(Saved entries)
[Start of Attachment]

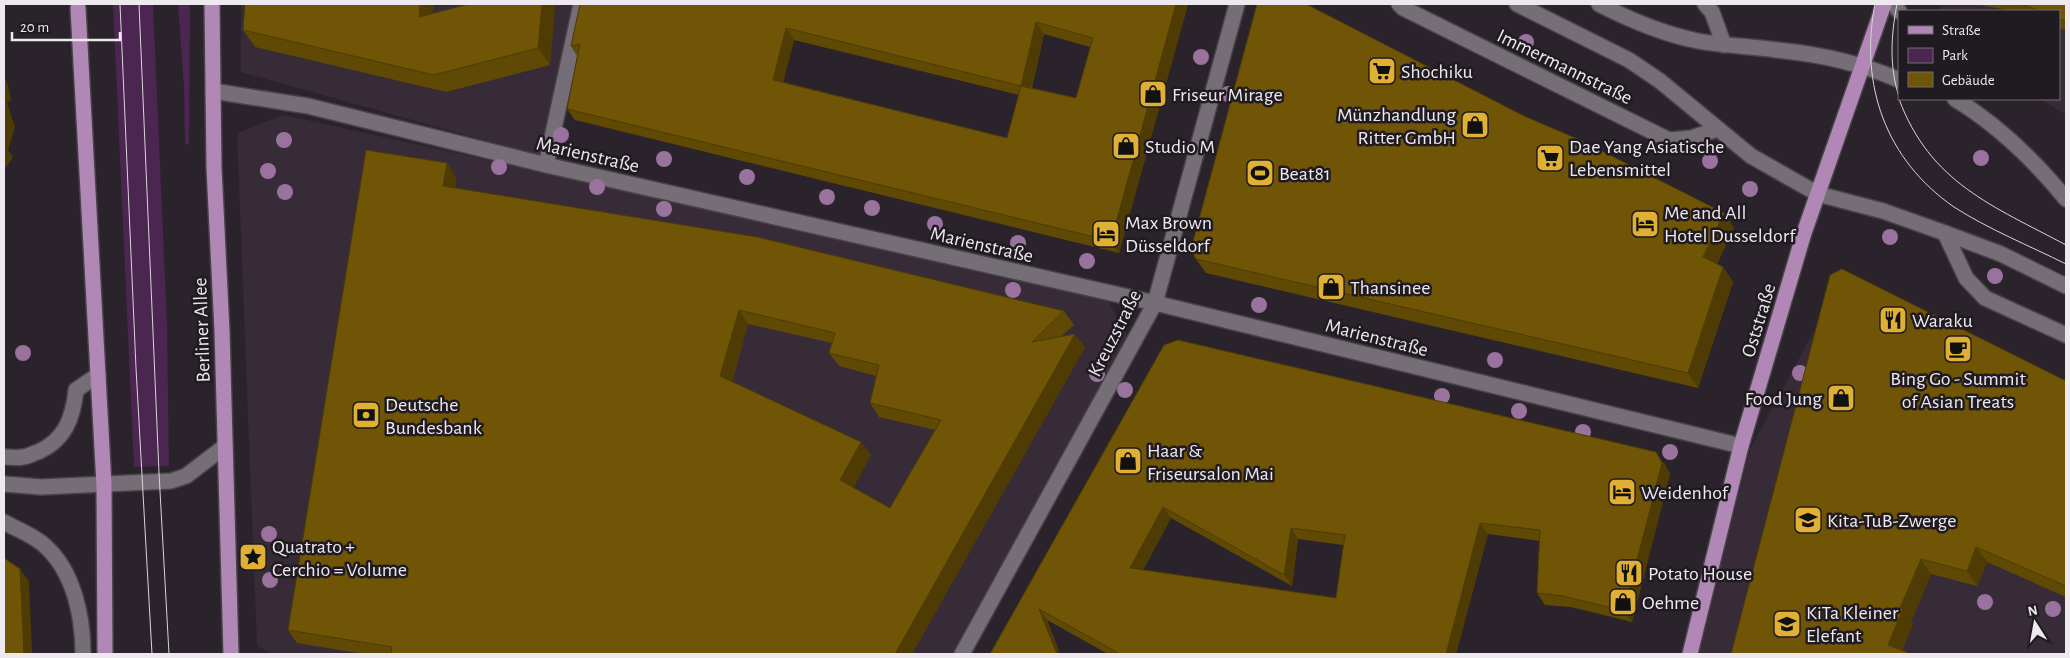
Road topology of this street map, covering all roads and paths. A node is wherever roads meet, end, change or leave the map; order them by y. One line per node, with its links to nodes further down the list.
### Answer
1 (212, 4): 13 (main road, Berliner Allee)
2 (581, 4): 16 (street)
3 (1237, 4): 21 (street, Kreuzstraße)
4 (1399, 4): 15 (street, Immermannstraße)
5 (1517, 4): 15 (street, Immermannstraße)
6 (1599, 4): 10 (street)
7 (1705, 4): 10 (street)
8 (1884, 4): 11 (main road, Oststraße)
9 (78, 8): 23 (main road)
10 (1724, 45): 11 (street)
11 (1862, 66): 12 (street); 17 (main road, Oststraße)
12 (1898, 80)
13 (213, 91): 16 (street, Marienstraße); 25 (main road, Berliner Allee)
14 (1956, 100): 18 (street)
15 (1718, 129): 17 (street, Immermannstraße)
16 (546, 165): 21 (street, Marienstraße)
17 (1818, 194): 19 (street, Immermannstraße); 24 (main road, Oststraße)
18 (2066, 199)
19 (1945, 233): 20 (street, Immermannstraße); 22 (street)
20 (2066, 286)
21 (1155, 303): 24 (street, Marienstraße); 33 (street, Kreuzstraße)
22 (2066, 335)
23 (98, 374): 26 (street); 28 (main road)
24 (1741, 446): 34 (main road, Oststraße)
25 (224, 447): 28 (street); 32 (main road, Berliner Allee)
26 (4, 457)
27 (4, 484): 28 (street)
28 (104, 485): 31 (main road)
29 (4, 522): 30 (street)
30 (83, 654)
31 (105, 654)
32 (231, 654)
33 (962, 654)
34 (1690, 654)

[End of Attachment]

→ **Work required**:
Each record must be quoted in full and exactly. Do not include the pictures.

→ **Response to this task**:
Road topology of this street map, covering all roads and paths. A node is wherever roads meet, end, change or leave the map; order them by y. One line per node, with its links to nodes further down the list.
### Answer
1 (212, 4): 13 (main road, Berliner Allee)
2 (581, 4): 16 (street)
3 (1237, 4): 21 (street, Kreuzstraße)
4 (1399, 4): 15 (street, Immermannstraße)
5 (1517, 4): 15 (street, Immermannstraße)
6 (1599, 4): 10 (street)
7 (1705, 4): 10 (street)
8 (1884, 4): 11 (main road, Oststraße)
9 (78, 8): 23 (main road)
10 (1724, 45): 11 (street)
11 (1862, 66): 12 (street); 17 (main road, Oststraße)
12 (1898, 80)
13 (213, 91): 16 (street, Marienstraße); 25 (main road, Berliner Allee)
14 (1956, 100): 18 (street)
15 (1718, 129): 17 (street, Immermannstraße)
16 (546, 165): 21 (street, Marienstraße)
17 (1818, 194): 19 (street, Immermannstraße); 24 (main road, Oststraße)
18 (2066, 199)
19 (1945, 233): 20 (street, Immermannstraße); 22 (street)
20 (2066, 286)
21 (1155, 303): 24 (street, Marienstraße); 33 (street, Kreuzstraße)
22 (2066, 335)
23 (98, 374): 26 (street); 28 (main road)
24 (1741, 446): 34 (main road, Oststraße)
25 (224, 447): 28 (street); 32 (main road, Berliner Allee)
26 (4, 457)
27 (4, 484): 28 (street)
28 (104, 485): 31 (main road)
29 (4, 522): 30 (street)
30 (83, 654)
31 (105, 654)
32 (231, 654)
33 (962, 654)
34 (1690, 654)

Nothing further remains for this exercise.